Transcribe exactly the line that contains "I need the junctions" and every line after it through the end of the records, with nothing else.

#### Source material

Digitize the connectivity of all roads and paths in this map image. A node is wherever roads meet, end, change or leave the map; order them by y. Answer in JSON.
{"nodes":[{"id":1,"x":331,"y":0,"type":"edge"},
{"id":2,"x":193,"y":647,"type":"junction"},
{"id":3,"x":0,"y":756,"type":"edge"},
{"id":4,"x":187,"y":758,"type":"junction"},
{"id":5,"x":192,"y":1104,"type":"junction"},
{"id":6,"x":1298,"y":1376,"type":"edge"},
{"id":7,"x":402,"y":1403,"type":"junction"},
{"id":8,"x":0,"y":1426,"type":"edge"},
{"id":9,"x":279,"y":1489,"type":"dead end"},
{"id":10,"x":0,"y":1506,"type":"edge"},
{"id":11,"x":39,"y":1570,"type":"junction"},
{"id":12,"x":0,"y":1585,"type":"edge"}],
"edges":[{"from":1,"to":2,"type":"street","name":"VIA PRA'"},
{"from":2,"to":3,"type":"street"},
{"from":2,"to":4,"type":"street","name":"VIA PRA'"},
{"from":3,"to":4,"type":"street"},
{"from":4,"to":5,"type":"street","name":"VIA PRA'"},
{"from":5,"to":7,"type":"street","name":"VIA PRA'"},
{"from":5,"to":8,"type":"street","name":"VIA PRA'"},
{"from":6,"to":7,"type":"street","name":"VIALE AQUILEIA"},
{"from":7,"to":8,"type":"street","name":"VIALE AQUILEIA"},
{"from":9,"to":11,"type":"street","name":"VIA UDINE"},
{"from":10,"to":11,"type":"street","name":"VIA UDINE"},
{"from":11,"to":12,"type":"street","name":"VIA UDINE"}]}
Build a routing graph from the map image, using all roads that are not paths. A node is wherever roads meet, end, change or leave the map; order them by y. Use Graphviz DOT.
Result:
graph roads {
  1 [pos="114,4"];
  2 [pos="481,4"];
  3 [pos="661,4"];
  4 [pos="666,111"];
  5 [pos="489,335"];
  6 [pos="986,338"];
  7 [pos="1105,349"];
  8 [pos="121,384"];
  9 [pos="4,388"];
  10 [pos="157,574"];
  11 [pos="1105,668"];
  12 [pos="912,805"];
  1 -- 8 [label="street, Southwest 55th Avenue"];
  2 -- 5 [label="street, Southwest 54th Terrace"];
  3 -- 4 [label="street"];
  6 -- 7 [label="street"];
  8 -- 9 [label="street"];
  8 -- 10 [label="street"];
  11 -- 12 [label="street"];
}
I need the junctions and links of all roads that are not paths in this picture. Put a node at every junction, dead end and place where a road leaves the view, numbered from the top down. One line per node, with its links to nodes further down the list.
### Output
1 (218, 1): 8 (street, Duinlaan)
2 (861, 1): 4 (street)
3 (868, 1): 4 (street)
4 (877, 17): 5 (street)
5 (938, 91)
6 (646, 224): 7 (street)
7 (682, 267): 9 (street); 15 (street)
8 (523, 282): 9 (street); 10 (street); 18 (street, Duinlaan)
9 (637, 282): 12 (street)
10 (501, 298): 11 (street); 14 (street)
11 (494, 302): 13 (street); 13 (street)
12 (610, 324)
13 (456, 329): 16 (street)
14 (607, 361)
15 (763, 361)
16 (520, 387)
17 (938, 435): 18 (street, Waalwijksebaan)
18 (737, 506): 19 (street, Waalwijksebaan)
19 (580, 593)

########

Solution for this problem:
I need the junctions and links of all roads that are not paths in this picture. Put a node at every junction, dead end and place where a road leaves the view, numbered from the top down. One line per node, with its links to nodes further down the list.
### Output
1 (218, 1): 8 (street, Duinlaan)
2 (861, 1): 4 (street)
3 (868, 1): 4 (street)
4 (877, 17): 5 (street)
5 (938, 91)
6 (646, 224): 7 (street)
7 (682, 267): 9 (street); 15 (street)
8 (523, 282): 9 (street); 10 (street); 18 (street, Duinlaan)
9 (637, 282): 12 (street)
10 (501, 298): 11 (street); 14 (street)
11 (494, 302): 13 (street); 13 (street)
12 (610, 324)
13 (456, 329): 16 (street)
14 (607, 361)
15 (763, 361)
16 (520, 387)
17 (938, 435): 18 (street, Waalwijksebaan)
18 (737, 506): 19 (street, Waalwijksebaan)
19 (580, 593)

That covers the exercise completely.